YOUR OBJECTIVE – Count how many lines below include the word "from". Answer with a number only.

[Stored data entries]
- Opening Delimiter -
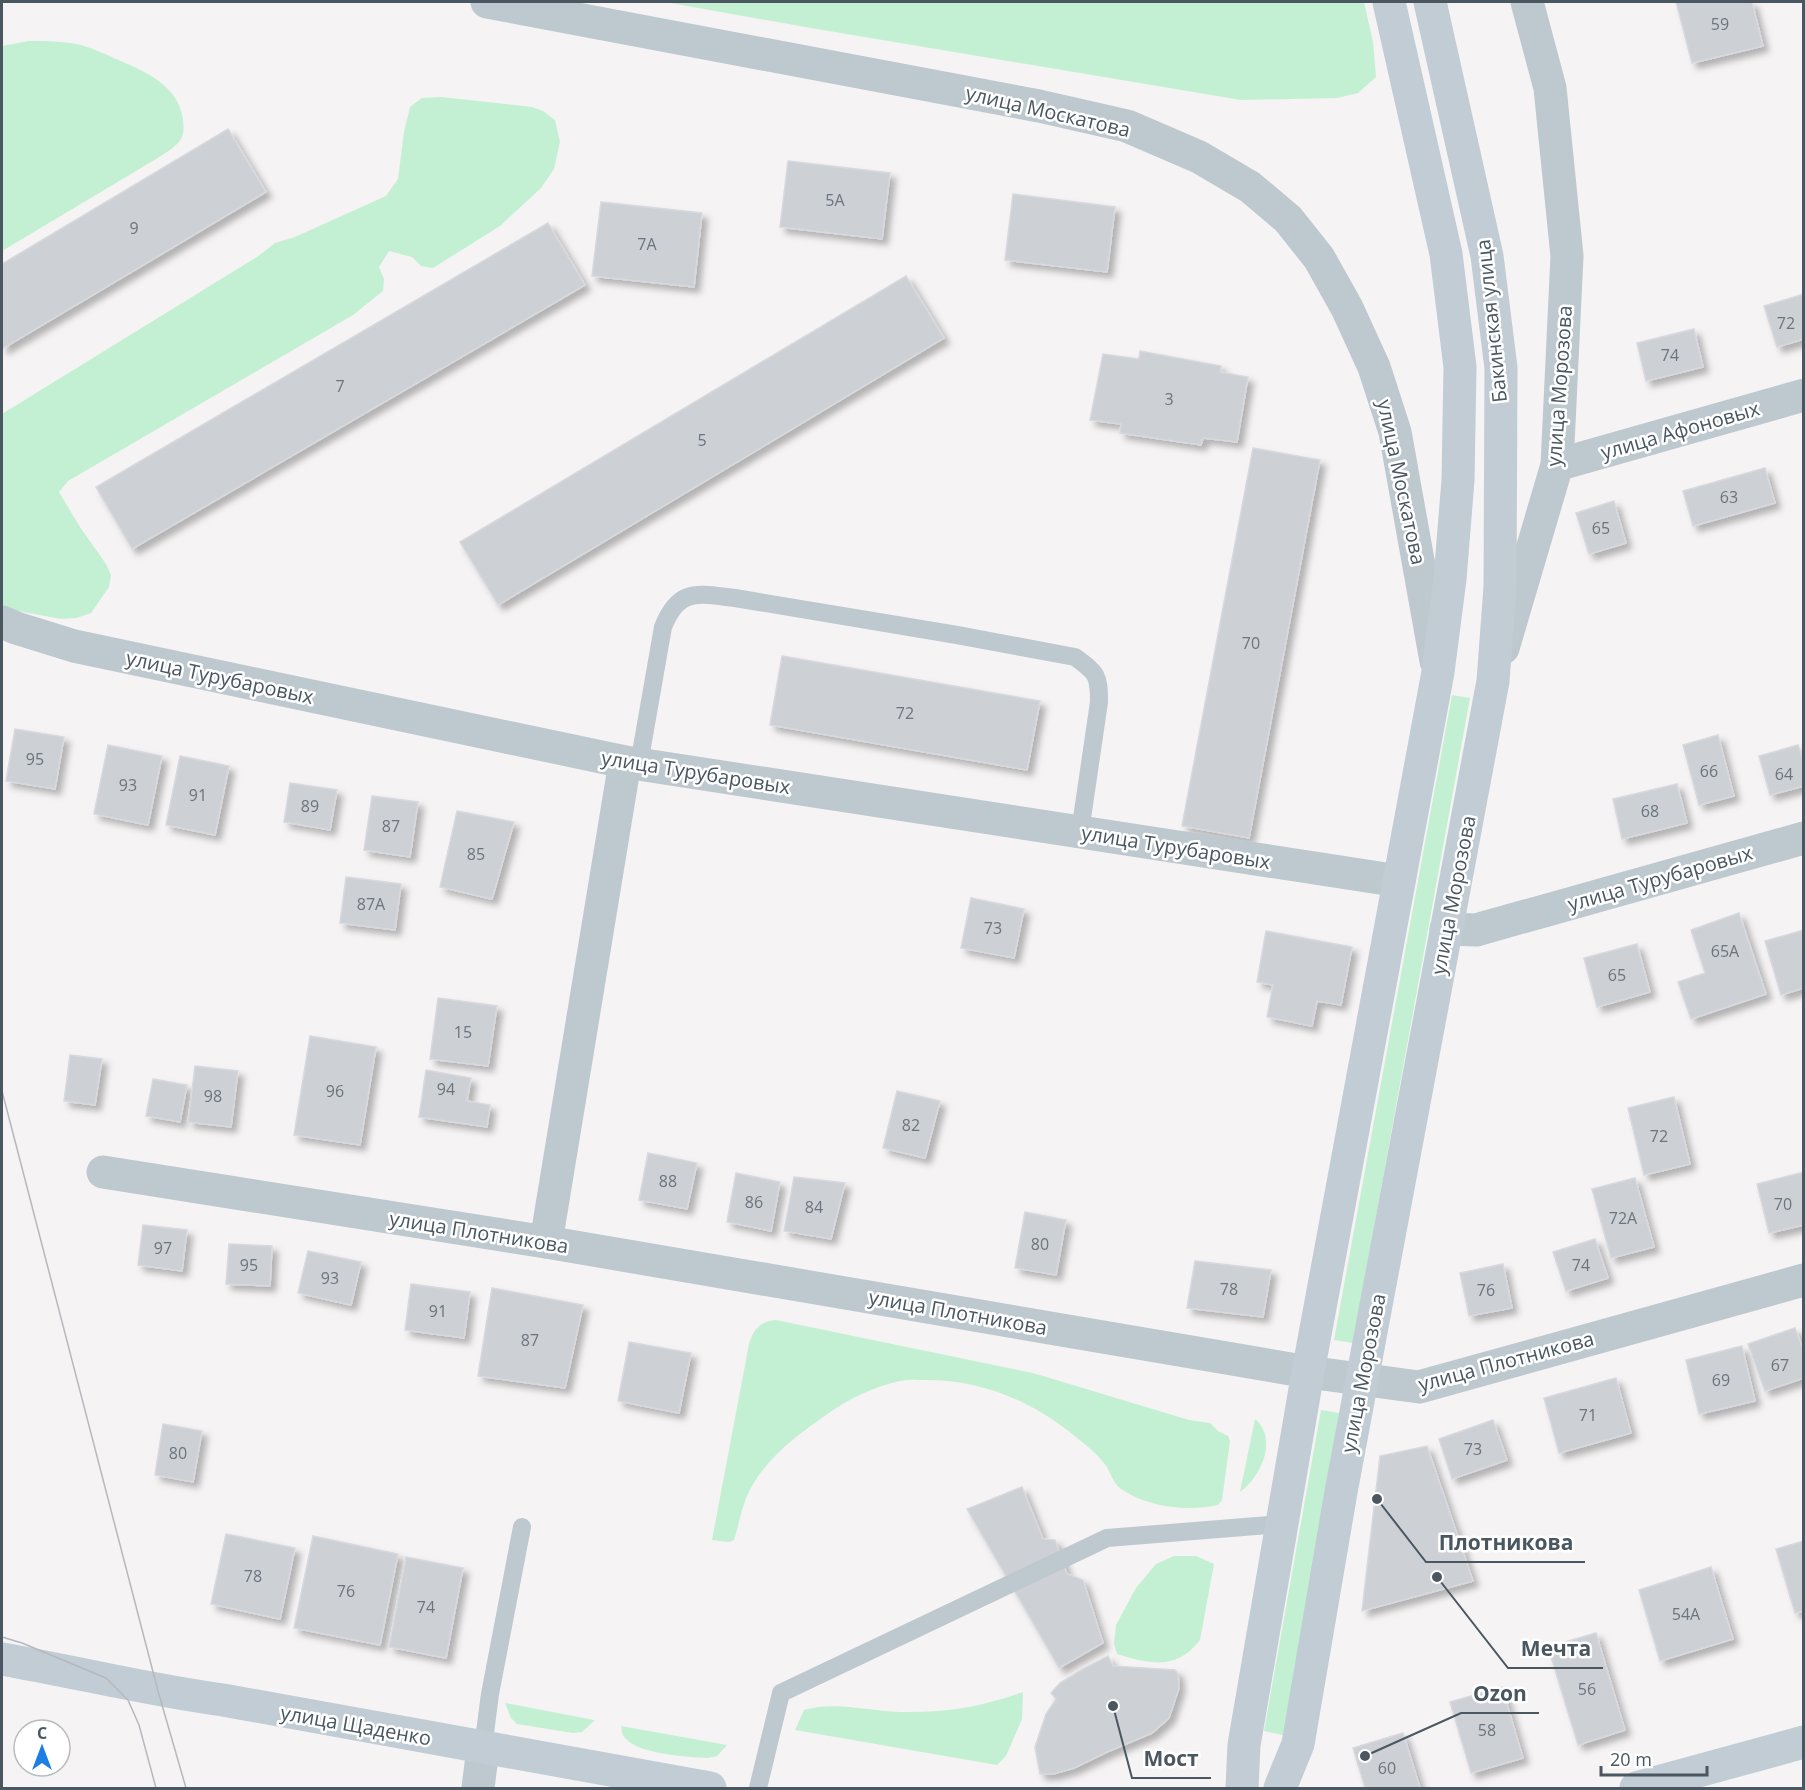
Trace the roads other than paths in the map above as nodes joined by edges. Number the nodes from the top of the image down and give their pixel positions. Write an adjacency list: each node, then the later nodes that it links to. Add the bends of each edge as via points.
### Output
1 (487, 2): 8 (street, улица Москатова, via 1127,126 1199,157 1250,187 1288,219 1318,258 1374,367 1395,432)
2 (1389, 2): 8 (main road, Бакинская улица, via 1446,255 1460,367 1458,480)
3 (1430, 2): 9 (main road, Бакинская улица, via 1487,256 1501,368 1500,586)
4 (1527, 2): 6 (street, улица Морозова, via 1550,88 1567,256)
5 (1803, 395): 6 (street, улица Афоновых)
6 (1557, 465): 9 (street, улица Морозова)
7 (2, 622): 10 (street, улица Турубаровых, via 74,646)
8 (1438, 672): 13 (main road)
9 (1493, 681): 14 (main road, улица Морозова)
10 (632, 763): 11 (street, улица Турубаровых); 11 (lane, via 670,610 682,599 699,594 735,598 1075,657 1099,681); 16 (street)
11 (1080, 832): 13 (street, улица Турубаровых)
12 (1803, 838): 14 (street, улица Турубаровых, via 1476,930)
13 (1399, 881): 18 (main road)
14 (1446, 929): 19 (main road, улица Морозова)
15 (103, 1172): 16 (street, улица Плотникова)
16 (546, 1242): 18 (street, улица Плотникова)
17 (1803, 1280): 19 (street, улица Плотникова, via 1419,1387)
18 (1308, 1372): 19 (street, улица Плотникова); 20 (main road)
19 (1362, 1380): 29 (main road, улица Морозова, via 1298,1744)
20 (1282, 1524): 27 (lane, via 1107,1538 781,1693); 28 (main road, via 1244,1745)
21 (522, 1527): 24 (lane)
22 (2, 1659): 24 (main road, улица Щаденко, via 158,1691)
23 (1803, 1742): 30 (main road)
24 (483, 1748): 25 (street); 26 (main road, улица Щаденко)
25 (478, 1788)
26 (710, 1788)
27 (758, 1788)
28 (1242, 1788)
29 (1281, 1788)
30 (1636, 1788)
- Closing Delimiter -
- Opening Delimiter -
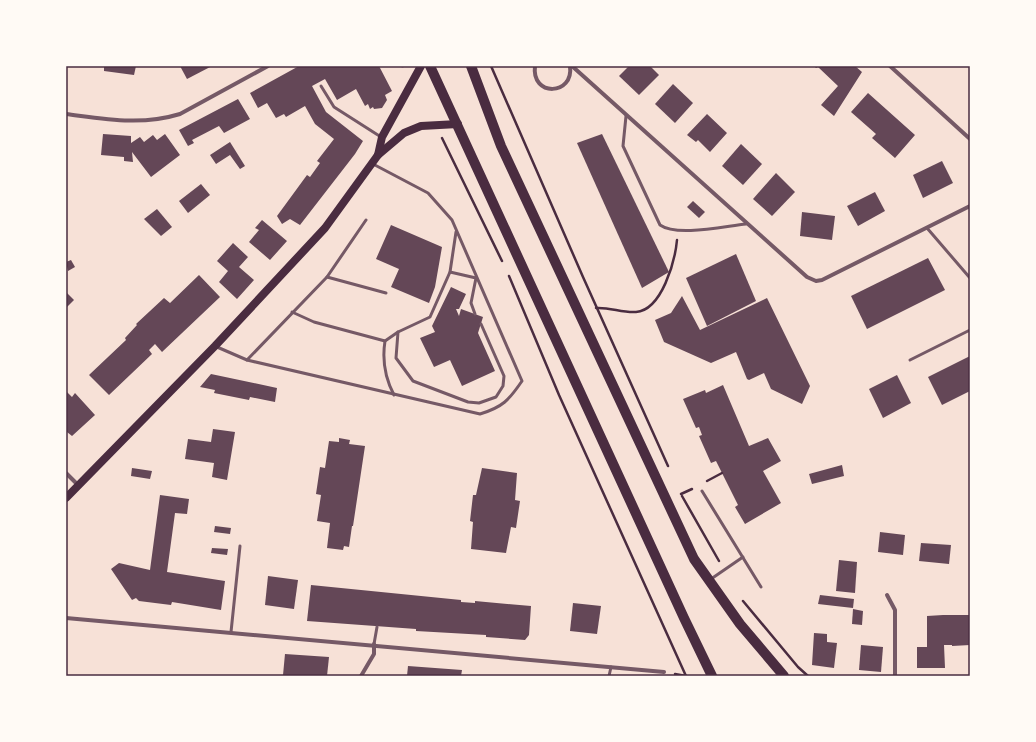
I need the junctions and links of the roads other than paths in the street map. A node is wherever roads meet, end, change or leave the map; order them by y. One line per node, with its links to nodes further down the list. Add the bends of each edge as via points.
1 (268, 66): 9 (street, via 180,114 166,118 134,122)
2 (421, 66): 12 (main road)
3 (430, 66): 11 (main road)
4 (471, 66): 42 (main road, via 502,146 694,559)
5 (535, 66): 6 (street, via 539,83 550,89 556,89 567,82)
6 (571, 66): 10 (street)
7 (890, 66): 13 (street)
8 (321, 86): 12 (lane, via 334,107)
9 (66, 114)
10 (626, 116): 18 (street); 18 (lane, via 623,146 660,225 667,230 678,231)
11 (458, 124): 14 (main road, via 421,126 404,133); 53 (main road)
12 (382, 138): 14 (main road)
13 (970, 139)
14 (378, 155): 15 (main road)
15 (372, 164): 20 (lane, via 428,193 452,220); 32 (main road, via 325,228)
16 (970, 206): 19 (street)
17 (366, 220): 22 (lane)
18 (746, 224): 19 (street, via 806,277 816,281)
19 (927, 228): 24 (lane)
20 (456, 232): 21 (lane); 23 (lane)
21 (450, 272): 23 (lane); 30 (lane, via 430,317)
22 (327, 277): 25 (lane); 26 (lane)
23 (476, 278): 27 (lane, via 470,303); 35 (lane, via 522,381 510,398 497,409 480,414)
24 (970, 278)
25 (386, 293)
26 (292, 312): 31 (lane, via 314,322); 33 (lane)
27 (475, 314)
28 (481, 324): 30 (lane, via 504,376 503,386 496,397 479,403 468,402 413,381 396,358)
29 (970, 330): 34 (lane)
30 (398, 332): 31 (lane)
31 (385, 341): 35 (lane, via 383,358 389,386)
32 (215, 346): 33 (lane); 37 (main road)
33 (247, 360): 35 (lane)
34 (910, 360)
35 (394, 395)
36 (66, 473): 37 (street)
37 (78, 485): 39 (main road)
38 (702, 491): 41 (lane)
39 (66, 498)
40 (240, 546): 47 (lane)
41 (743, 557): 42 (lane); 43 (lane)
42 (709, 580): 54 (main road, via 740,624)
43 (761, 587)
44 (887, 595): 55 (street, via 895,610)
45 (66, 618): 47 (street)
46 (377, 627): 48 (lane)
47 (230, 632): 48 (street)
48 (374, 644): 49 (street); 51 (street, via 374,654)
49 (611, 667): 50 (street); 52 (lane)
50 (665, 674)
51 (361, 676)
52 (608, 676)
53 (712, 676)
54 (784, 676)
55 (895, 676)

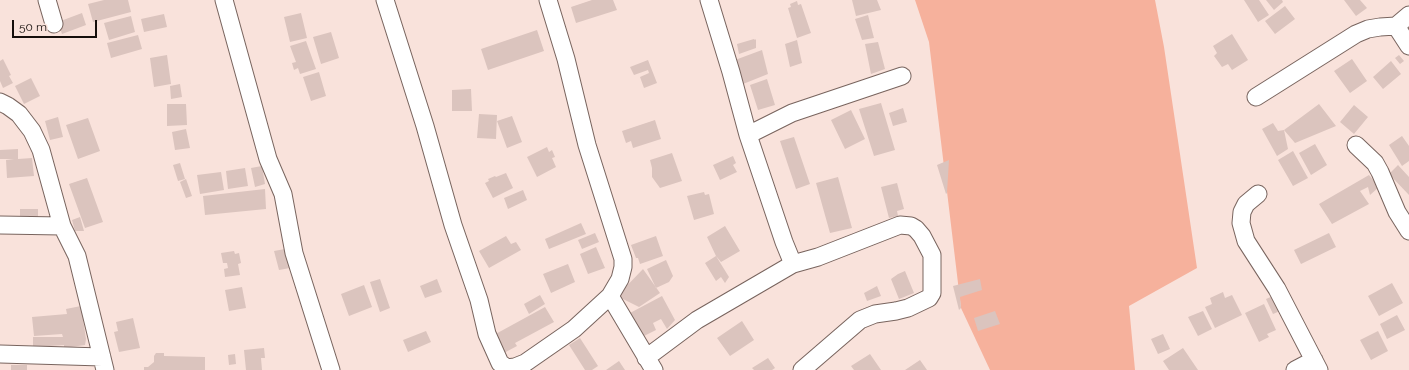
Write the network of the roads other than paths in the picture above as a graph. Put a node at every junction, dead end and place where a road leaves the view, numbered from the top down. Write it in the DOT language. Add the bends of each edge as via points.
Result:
- Closing Delimiter -
TASK SOLUTION – 2